Brian Willis is a 25-year police veteran, 33-year law enforcement trainer and CEO of Winning Mind Training. I previously wrote about a conversation he had at the 2024 ILEETA Conference in which he discussed “hard” skills versus “soft” skills. Brian said that while tactical training is generally considered “hard” skills, relationships are the “hardest.”
I’ve been in court with cops countless times as a former state and federal prosecutor. And I’ve trained local, state and federal cops on courtroom testimony for over 25 years. But Brian’s remark about relationships got me thinking about cops testifying in a new way.
I’ve written before about the importance of a winning attitude to a winning performance in court. It’s equally important to know what the win is. That will determine what kind of relationships officers must build when testifying, and with whom.
Win what?
When I ask officers what’s the win for them testifying in a criminal prosecution, I most often hear, “Get the conviction.” Officers want to “help the prosecution,” and they don’t want to “hurt the case” (reduce the likelihood of getting a conviction).

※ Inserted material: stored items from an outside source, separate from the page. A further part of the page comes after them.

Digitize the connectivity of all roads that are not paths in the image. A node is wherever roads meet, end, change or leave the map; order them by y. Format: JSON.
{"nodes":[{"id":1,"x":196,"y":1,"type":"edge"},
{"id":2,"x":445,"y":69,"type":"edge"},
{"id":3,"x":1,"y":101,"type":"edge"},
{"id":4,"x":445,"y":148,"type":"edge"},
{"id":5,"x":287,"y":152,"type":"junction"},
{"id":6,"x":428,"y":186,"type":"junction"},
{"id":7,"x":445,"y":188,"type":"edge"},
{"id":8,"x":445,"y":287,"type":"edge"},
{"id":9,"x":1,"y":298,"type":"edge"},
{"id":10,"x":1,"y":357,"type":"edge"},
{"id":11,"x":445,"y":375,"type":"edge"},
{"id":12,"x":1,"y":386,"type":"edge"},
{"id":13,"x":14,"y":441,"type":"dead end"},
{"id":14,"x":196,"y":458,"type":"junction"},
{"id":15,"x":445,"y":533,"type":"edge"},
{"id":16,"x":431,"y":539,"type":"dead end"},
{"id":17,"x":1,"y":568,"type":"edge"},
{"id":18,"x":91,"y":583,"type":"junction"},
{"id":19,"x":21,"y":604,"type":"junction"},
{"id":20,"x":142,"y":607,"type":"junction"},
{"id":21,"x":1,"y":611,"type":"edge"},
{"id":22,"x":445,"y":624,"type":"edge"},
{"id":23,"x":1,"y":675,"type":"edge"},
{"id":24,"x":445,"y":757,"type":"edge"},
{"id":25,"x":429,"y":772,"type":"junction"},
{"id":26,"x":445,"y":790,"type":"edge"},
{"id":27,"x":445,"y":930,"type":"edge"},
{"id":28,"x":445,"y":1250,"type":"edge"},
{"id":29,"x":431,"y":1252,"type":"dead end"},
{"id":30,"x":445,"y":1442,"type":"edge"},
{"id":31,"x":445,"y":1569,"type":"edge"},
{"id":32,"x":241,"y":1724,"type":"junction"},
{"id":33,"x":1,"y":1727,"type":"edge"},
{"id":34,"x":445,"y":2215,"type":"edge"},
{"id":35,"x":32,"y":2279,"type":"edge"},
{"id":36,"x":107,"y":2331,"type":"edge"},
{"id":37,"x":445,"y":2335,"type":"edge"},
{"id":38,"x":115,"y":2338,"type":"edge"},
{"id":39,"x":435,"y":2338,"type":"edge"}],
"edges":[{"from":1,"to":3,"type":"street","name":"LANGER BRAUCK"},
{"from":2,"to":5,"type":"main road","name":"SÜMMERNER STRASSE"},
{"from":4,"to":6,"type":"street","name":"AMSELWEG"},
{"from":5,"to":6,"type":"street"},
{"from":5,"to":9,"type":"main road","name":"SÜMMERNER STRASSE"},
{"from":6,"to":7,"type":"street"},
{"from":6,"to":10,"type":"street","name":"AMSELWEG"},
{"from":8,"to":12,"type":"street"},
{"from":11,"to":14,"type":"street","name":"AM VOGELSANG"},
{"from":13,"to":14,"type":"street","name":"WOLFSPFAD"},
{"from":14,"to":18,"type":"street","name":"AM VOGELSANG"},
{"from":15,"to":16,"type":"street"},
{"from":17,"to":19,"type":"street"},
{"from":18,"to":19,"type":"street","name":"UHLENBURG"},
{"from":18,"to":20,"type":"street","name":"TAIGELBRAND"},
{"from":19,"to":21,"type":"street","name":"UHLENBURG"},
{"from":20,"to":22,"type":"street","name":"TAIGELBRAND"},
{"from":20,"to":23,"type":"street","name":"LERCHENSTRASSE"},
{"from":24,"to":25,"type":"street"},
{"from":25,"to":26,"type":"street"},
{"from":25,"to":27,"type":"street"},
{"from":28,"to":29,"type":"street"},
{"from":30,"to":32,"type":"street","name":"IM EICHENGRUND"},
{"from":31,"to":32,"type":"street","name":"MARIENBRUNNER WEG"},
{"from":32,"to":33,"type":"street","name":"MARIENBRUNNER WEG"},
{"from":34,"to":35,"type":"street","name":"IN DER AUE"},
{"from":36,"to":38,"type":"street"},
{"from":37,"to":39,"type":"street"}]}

“If that’s what you’re trying to do on the stand,” I ask, “Could it affect how you testify?” Light bulbs go off, heads nod affirmatively, and officers volunteer, “We might appear biased.”
“Right!” I reply. “And, if you appear biased, you’re losing credibility.”
Credibility is the win for officers. When the testifying is done, the jury must believe them. Let’s look at the relationship building that’s critical to a witness being found credible.
First, the jury
Studies in human communication show that people decide whether they believe someone based on what the person says, how they say it (tone, volume, pitch) and their nonverbal body language. Those studies also indicate that the latter two count for way more than what you say on the stand.
Jury research on what makes a witness credible reveals:
- Consistency — jurors look to see if what the witness says matches how they say it and how they behave when they say nothing at all.
- When the witness shows respect for the process and others — the Judge, both attorneys, the jurors.
- The witness treats jurors as their equal — as intelligent adults who can understand.
- The witness is not arrogant. Arrogance suggests the witness doesn’t listen to or value others’ ideas and opinions and puts themselves above others.
The opposite of arrogance is humility. We train officers in “command presence,” which is important in street encounters, but it can backfire in the courtroom. The only thing you can control in the courtroom is you — your attitude toward others in court and how you express that, verbally or nonverbally, consciously or unconsciously.
You need to build a relationship with the jurors of mutual respect and trust. They must feel they can rely on you as an impartial investigator and reporter of the facts — without favor, bias or animosity, which leads me to the next relationship you must build.
Second, the defense attorney
“A relationship with the defense attorney!” you exclaim. Yes. The same kind you have with the prosecutor — a professional one. I know what many cops think of most defense attorneys. In my training, I do word associations. I say a word or words, and the cops in the training say the first thing that comes to their minds. When I say “defense attorney,” the shout backs include:
“Shark.”
“Slimeball.”
“A—hole.”
“Dirt bag.”
“Slease.”
One time a cop shouted from the back of the room, “SATAN!” I responded, “They don’t have that kind of power — unless you give it to them.”
Here’s some context that might help you develop a professional relationship with defense attorneys. Most of you have heard the saying, “Defense attorneys try to put everyone on trial but the defendant.” That’s because they want to distract the jury from who’s really on trial and the evidence against them.
If you are feeling defensive, you will act defensive. “What kind of people act defensive?” I ask cops. “Guilty people!” they answer. Right. And that’s what the jury sees.
Ralph Waldo Emerson said, “What you are thunders so loud I cannot hear what you say to the contrary.”
That goes back to jurors deciding whether to believe you not just based on what you say, but how you say it and your nonverbal body language. That’s why you can be testifying truthfully and still be disbelieved — if you allow the defense attorney to make you feel defensive.
When I ask cops how defense attorneys make them feel defensive, they say because the defense attorneys attack them. I respond, “Yeah, so what?” “Well,” cops say, “it’s hard not to take that personally.” That’s what defense attorneys count on.
It’s not personal with the defense attorneys. They’re just doing their job. The U.S. Supreme Court stated in U.S. v. Wade (1967), that defense attorneys have no obligation to the truth. Their role in our justice system is to defend their client — guilty or not.
The Court further said, “If [defense counsel] can confuse a witness, even a truthful one, or make him appear at a disadvantage, unsure or indecisive, that will be his normal course.”
Why do we sanction such attacks on the truth? Here’s what the Court said: “Our interest in not convicting the innocent permits counsel to put the State to its proof, to put the State’s case in the worst possible light, regardless of what he thinks or knows to be the truth.”
You may find the defense counsel’s duty distasteful. But without it none of us would enjoy a presumption of innocence.
When the defense attorney attacks your credibility, they’re doing their job. They can’t make you defensive unless you let them. Don’t give them that power. Maintain a professional relationship. If your defense counsel does meet all the negative descriptions above, your professionalism will be even more notable — and credible.